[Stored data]
════

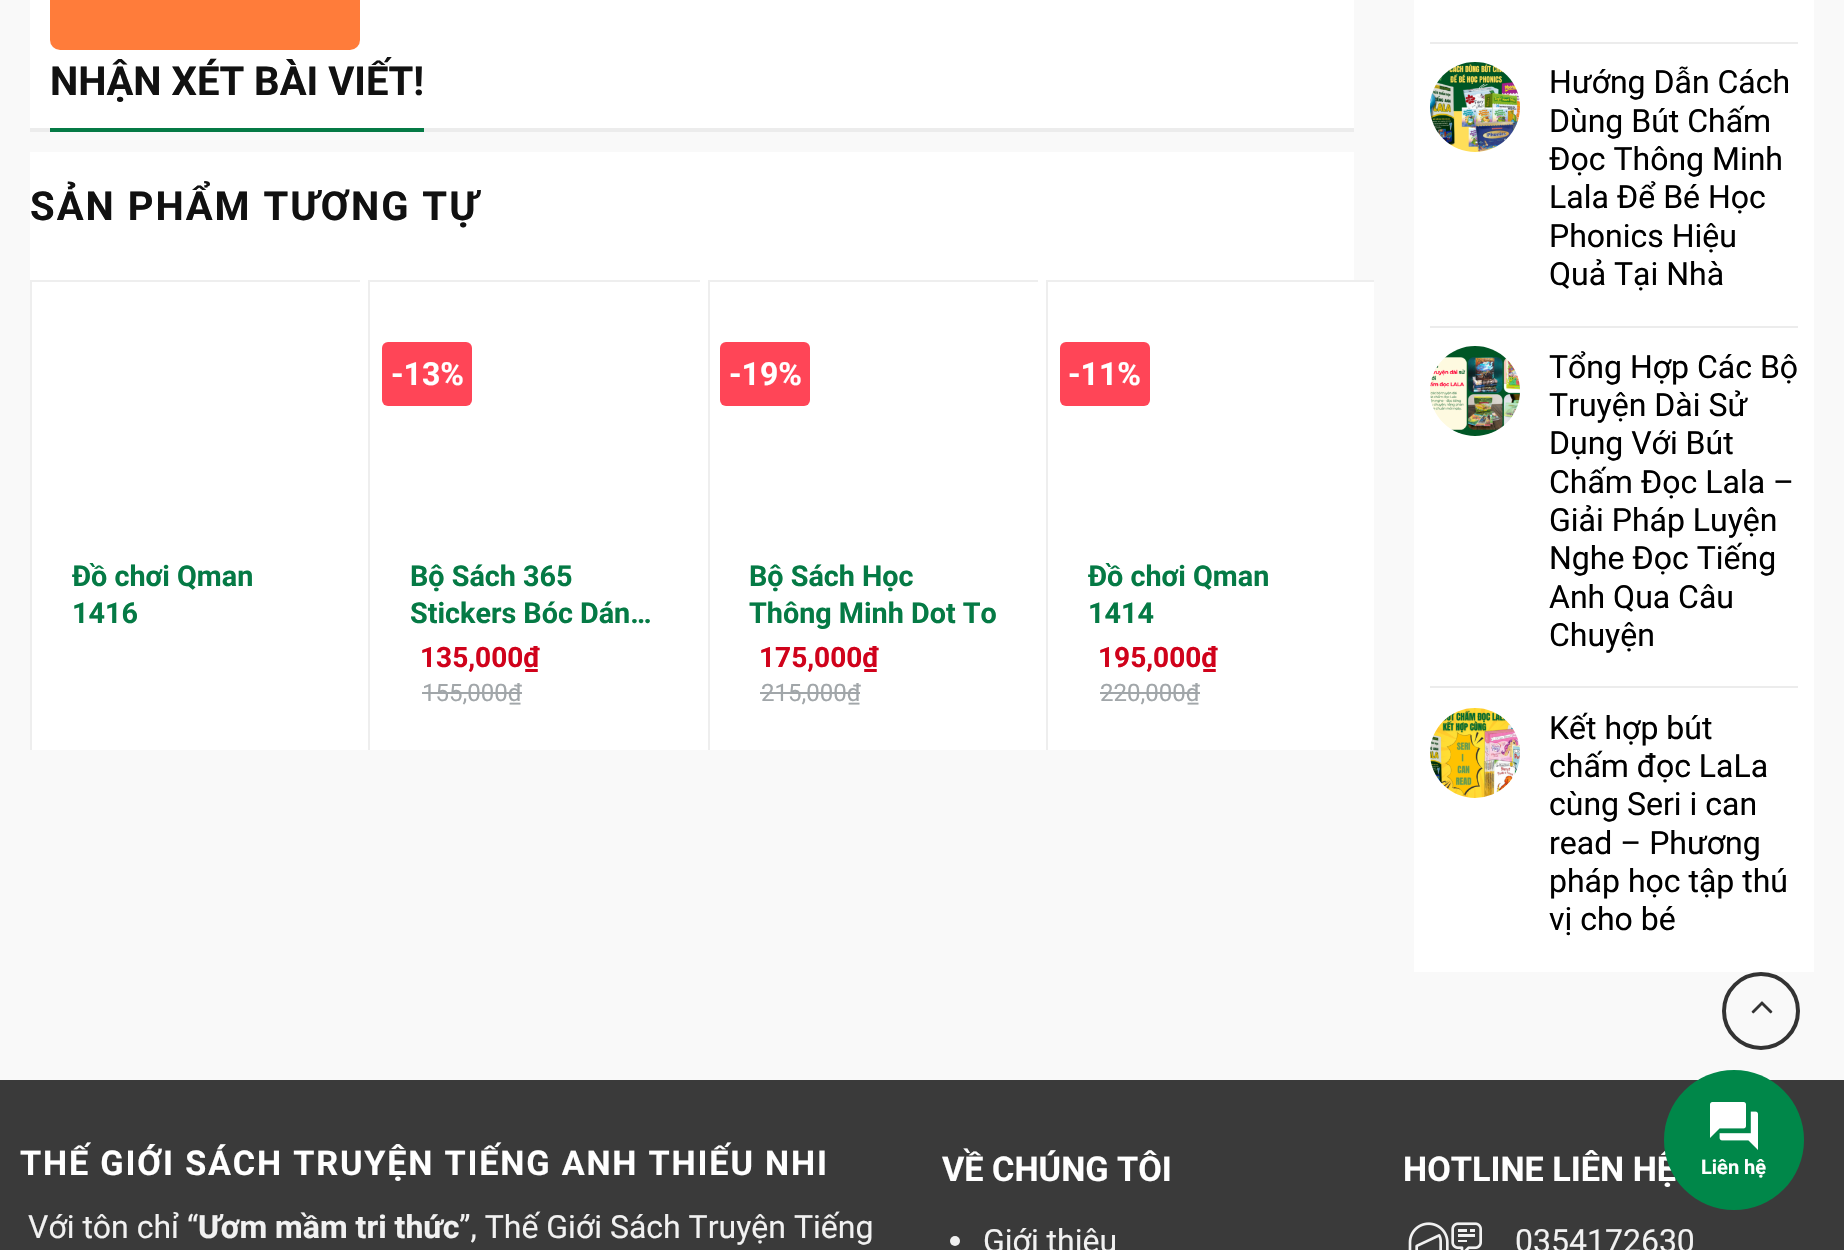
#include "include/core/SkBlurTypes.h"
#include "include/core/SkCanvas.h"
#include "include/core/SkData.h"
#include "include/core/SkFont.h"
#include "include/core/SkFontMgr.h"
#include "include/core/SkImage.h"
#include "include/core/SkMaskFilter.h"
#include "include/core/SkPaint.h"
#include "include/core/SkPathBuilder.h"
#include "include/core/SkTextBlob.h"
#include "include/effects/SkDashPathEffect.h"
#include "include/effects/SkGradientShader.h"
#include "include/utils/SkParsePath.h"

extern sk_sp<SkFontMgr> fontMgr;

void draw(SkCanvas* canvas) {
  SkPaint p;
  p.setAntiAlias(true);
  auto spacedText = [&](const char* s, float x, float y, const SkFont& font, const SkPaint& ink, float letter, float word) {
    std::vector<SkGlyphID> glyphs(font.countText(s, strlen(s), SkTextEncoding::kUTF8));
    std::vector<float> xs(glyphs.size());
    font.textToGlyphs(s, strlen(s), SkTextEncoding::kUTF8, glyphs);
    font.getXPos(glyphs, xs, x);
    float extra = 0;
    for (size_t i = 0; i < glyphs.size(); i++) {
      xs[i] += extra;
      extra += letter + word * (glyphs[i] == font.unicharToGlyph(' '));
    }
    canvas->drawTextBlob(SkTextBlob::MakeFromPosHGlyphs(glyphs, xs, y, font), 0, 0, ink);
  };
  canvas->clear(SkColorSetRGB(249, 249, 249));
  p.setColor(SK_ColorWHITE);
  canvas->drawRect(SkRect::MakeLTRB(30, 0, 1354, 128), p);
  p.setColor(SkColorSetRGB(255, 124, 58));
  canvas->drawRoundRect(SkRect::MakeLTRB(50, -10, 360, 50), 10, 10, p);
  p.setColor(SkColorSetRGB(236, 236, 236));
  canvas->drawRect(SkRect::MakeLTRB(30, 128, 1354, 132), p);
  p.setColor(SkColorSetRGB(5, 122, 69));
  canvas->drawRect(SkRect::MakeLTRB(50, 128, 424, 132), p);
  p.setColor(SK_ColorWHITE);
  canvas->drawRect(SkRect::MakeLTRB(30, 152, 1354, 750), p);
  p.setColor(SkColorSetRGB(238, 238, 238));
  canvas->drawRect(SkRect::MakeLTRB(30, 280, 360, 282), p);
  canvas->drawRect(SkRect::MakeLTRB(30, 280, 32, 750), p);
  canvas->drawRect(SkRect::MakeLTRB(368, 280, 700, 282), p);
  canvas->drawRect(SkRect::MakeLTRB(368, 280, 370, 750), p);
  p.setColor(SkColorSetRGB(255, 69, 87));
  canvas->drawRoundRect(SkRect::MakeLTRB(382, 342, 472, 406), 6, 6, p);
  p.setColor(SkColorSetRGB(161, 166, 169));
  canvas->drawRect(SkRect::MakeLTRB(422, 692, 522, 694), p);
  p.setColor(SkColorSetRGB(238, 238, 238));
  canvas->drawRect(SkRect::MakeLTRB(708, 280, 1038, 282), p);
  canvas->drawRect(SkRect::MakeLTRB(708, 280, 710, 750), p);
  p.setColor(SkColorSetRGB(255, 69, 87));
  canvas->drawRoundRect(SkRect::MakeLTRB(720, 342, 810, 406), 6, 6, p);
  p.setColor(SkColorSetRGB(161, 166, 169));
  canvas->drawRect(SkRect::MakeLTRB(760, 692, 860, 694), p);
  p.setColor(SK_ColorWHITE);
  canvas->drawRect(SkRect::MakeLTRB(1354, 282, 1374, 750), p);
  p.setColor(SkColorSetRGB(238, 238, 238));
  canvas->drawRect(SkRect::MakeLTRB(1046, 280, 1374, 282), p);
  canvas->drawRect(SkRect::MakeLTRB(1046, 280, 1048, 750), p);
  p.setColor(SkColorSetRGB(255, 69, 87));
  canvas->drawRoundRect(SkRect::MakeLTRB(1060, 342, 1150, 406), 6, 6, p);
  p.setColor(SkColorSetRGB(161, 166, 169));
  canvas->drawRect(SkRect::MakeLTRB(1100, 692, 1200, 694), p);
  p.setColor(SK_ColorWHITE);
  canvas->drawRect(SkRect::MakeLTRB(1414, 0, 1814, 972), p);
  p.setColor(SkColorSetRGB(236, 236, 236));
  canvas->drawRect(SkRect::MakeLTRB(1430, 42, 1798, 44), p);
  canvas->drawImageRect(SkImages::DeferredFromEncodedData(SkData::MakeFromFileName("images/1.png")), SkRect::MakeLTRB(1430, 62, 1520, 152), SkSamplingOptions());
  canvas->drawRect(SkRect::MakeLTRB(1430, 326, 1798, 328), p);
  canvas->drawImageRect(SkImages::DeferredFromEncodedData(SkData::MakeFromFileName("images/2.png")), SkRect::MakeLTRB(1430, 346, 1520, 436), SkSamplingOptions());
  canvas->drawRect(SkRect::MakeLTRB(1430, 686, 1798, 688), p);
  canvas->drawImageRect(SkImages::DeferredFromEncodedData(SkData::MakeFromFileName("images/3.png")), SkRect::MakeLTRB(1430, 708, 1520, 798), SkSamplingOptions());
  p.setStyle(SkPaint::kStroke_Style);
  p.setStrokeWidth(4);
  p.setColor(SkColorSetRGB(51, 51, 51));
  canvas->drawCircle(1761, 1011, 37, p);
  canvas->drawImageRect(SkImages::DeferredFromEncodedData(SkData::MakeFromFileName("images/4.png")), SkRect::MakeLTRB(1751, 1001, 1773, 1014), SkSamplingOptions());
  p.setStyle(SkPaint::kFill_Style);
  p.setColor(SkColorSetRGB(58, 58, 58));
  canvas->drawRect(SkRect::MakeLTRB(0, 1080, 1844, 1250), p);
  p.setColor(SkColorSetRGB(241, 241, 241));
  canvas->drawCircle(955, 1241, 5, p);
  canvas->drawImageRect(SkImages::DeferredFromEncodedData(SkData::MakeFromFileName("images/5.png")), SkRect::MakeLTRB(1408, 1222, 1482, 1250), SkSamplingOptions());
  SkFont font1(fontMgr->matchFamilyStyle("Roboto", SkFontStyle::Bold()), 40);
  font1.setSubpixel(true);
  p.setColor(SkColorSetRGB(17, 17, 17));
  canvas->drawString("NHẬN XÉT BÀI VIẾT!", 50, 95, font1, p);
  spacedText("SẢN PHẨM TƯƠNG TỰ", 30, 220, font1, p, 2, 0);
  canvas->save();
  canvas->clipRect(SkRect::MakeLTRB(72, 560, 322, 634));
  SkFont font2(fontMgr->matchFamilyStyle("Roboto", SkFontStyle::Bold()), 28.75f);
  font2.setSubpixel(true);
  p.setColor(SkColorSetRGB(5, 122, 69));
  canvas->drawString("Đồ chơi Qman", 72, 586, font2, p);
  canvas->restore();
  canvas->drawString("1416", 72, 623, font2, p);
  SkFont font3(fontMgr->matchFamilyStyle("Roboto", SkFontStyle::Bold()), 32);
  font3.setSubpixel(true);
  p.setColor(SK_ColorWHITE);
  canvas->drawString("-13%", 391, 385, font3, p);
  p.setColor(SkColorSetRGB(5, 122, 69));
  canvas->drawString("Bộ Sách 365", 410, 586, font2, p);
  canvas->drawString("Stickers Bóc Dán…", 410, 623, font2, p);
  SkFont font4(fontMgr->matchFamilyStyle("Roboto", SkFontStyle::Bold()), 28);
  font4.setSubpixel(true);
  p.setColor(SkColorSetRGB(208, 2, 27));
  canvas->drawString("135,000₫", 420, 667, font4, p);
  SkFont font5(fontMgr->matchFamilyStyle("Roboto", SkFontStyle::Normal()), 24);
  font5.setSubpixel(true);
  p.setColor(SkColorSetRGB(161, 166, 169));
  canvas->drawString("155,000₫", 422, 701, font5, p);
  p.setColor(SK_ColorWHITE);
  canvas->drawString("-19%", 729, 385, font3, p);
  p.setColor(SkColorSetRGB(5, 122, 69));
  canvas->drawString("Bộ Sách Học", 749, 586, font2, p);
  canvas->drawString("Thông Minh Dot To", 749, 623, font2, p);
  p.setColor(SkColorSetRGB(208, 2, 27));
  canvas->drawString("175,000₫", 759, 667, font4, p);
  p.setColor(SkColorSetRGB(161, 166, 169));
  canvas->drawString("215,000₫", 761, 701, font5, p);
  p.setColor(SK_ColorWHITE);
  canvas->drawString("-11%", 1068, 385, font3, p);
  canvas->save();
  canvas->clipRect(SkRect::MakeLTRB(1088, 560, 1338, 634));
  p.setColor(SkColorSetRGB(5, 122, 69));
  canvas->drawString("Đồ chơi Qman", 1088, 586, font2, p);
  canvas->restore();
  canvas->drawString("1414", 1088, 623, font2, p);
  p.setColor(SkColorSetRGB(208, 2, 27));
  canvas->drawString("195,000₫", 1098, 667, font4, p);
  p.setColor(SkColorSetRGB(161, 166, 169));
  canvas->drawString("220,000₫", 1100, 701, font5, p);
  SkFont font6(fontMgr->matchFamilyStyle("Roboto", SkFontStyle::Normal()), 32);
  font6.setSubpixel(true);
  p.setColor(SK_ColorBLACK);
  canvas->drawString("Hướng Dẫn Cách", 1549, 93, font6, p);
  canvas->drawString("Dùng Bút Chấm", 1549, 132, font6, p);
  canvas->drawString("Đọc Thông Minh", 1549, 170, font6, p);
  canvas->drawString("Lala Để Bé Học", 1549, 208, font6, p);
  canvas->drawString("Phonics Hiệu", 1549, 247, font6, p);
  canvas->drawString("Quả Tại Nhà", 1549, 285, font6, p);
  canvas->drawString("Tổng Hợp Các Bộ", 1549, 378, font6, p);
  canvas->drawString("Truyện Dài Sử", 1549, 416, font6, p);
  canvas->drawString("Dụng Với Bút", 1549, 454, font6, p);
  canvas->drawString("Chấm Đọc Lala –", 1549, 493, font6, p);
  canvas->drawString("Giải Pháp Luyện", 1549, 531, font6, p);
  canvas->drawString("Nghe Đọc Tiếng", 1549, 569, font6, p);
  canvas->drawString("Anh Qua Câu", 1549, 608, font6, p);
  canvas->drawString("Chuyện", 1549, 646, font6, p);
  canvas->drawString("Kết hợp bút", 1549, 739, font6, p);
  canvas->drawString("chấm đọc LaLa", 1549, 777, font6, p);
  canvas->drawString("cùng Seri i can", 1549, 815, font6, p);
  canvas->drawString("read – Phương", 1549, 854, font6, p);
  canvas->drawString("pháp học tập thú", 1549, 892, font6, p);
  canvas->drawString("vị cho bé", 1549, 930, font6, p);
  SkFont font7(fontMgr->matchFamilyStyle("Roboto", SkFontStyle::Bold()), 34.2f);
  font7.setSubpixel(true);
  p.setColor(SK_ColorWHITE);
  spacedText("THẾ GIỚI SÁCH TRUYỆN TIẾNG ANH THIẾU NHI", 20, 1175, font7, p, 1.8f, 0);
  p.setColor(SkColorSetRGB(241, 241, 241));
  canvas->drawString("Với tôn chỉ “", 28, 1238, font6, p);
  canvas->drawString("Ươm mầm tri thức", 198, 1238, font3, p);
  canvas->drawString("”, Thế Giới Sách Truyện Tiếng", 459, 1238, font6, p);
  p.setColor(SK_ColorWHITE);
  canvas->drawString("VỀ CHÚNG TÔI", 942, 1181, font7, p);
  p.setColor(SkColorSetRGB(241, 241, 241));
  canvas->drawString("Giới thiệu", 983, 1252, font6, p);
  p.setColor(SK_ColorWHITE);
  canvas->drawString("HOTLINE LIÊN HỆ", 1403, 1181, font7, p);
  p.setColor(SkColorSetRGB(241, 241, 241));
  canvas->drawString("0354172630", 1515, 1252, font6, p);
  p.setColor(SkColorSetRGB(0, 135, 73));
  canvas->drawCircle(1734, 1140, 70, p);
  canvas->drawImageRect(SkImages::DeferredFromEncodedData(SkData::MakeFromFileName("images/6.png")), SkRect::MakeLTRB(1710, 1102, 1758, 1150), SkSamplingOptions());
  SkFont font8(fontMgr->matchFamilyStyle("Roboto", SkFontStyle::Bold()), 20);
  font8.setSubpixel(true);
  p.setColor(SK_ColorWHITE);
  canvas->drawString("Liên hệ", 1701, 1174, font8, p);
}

════

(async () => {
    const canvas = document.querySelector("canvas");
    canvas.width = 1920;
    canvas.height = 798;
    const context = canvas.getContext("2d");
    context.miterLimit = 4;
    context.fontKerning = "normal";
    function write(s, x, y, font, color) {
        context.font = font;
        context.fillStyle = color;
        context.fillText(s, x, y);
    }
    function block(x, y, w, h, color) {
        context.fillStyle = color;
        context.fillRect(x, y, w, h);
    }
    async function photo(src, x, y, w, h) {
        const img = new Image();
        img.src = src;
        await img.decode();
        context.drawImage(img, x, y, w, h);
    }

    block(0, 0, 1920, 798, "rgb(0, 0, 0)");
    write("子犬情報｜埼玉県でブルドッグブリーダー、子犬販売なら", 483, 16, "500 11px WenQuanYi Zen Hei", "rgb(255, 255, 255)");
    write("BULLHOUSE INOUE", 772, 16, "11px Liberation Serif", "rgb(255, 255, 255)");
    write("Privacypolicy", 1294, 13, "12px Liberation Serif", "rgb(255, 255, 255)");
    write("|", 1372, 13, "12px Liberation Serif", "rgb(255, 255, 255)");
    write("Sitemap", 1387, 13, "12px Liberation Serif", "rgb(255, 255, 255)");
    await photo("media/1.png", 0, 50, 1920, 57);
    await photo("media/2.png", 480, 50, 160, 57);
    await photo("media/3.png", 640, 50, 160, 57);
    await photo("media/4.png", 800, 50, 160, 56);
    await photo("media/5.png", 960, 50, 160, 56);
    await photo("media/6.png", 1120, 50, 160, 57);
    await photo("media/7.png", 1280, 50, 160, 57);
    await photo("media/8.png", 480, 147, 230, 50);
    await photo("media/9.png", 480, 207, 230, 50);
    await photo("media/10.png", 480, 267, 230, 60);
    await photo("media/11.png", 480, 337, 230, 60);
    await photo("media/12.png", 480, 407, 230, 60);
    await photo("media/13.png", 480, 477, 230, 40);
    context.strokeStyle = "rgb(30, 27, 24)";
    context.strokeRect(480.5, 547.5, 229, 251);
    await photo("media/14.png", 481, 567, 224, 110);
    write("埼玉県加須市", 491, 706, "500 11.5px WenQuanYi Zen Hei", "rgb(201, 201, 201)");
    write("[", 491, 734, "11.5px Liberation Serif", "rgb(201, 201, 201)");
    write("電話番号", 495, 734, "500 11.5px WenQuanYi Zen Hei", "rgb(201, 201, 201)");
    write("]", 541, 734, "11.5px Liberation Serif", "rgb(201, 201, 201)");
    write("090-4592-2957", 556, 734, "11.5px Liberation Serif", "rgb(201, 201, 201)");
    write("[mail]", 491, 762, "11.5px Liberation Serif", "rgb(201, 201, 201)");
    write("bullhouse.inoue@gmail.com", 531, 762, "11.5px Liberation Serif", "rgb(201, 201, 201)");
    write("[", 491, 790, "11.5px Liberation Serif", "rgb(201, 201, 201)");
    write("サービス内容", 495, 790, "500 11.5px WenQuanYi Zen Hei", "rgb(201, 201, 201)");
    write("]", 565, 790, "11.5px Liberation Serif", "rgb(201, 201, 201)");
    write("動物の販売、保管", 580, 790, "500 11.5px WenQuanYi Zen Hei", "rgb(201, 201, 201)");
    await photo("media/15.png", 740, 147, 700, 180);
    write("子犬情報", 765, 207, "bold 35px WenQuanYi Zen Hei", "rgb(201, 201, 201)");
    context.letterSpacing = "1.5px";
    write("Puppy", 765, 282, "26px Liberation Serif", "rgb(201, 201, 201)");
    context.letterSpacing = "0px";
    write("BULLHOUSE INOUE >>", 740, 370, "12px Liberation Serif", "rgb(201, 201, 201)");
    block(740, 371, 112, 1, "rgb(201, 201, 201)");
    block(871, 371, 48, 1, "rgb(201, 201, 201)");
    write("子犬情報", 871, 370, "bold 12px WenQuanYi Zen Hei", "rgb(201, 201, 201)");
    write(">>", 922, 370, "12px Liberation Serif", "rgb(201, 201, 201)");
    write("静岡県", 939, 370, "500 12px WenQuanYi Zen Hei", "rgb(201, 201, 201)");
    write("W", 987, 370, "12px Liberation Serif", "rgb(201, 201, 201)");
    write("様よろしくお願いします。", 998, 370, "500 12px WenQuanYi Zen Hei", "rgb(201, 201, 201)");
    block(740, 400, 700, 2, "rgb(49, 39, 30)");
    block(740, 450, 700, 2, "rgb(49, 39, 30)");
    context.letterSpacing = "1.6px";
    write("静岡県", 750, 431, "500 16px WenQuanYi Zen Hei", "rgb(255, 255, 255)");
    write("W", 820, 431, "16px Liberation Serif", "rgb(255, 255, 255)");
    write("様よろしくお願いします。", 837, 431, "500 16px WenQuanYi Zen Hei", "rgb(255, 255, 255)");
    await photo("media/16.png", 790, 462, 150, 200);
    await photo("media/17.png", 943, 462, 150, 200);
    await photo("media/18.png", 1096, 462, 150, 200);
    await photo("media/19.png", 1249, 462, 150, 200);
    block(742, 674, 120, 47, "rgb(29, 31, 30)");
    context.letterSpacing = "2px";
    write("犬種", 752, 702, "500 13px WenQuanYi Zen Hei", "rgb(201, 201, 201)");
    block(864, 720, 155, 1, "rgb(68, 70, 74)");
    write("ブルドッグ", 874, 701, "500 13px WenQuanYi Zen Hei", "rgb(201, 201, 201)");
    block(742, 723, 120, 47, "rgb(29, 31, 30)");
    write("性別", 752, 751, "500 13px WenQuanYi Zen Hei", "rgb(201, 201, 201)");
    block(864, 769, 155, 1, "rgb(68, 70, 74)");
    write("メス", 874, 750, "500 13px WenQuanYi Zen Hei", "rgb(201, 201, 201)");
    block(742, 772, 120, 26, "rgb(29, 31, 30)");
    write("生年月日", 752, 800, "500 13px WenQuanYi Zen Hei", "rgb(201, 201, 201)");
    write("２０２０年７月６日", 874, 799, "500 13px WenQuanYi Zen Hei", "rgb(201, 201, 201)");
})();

════

Count how many lines of the entries contain the word "async", and respond with that count only.

2